JobSight: Target Field, Minneapolis
“By the time we got approval for how the panels were going to fit on the building, we had the stone for the panels here,” he says.
Vetter agrees that the process was tightly choreographed. He says that, because neither company had the space to store a large amount of material, it reached the point where Gage Brothers would know exactly what was on the truck scheduled to arrive at, say, 7 a.m. on a particular Monday.
“It was very specific stones they needed on a very specific schedule,” Vetter says. “It took a lot of coordinating and a lot of conversation.

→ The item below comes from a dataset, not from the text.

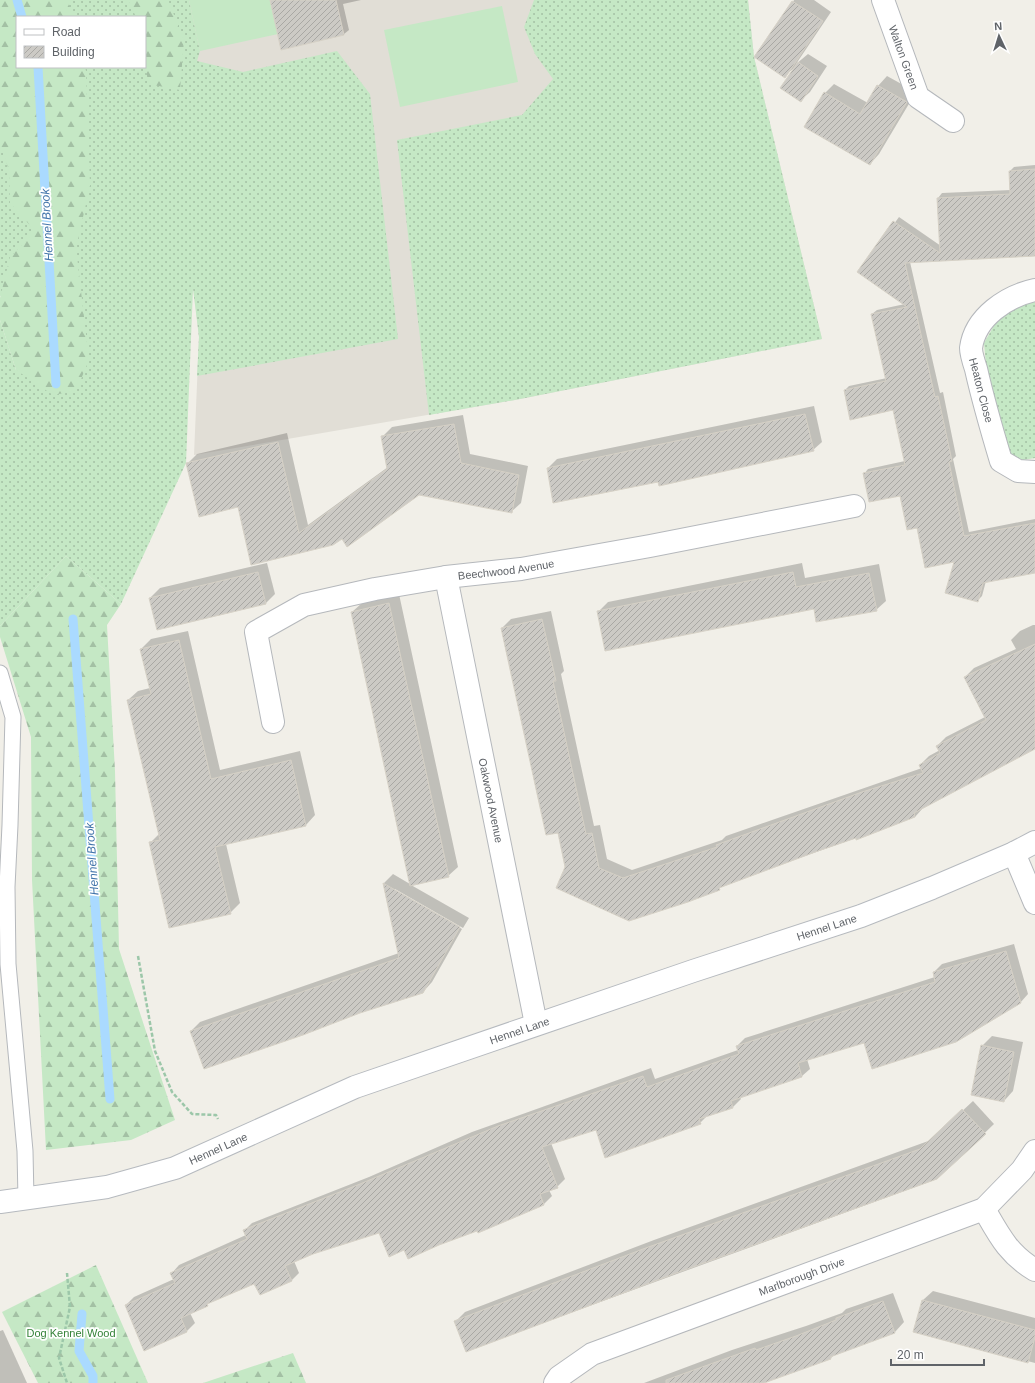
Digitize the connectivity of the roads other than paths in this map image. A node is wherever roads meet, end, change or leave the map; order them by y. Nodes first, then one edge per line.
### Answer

It was a matter of getting a good plan and then executing the plan well.”
The actual fabrication of the precast stone panels followed standard practice, Gage Brothers’ Kelley says. The stones were turned outside face down in the forms, and a 6-mil plastic sheet covered the backs to serve both as a bond-breaker, and allow the concrete and stone to expand/contract at their own rates.
Kelley adds that Vetter predrilled the backs of the panels to accept 3/16” stainless-steel hairpin anchors with one anchor approximately every 1-2 ft².
“There are about 50,000 of those anchors placed through the plastic into the back of the stone,” Kelley explains. “They would stick up 2”-3” and then the concrete was placed onto the back of the stone. We’d pour anywhere from 5 1/2” – 8” of concrete to maintain a constant 10” panel depending on the thickness of the stones.”
On the other end, timing became extremely critical. Because of the ballpark’s location between rail yards and an interstate-highway bridge, there was literally no place to store the completed panels onsite. The completed units shipped on an as-needed basis.
“The site is only about nine acres,” says Kelley. “If they needed a piece at 10 o’clock, it got there on a truck at ten minutes to 10.”
The small size of the site also made installation a real challenge, yielding another reason to utilize the panels.
“We literally could not get cranes around the outside of the building, so we could not effectively hand-set stone,” says Mortenson’s Mehls. “We needed to set the stone from inside, with a large crane that reached over the top of the building.”
Gage’s Kelley explains that the three large cranes located on the park’s infield performed different functions. One set the precast treads, risers and raker beams, which hold the seats; the second set the exterior; and the third set the structural steel for the scoreboard and overhanging roof.
“Our crane got a spot on the field; we had that spot for so many days, and then we had to move because someone else needed the crane in that location,” he says. “And, while all that was going on, they also built the infield, including the heating system underneath it, and installed all the grass.”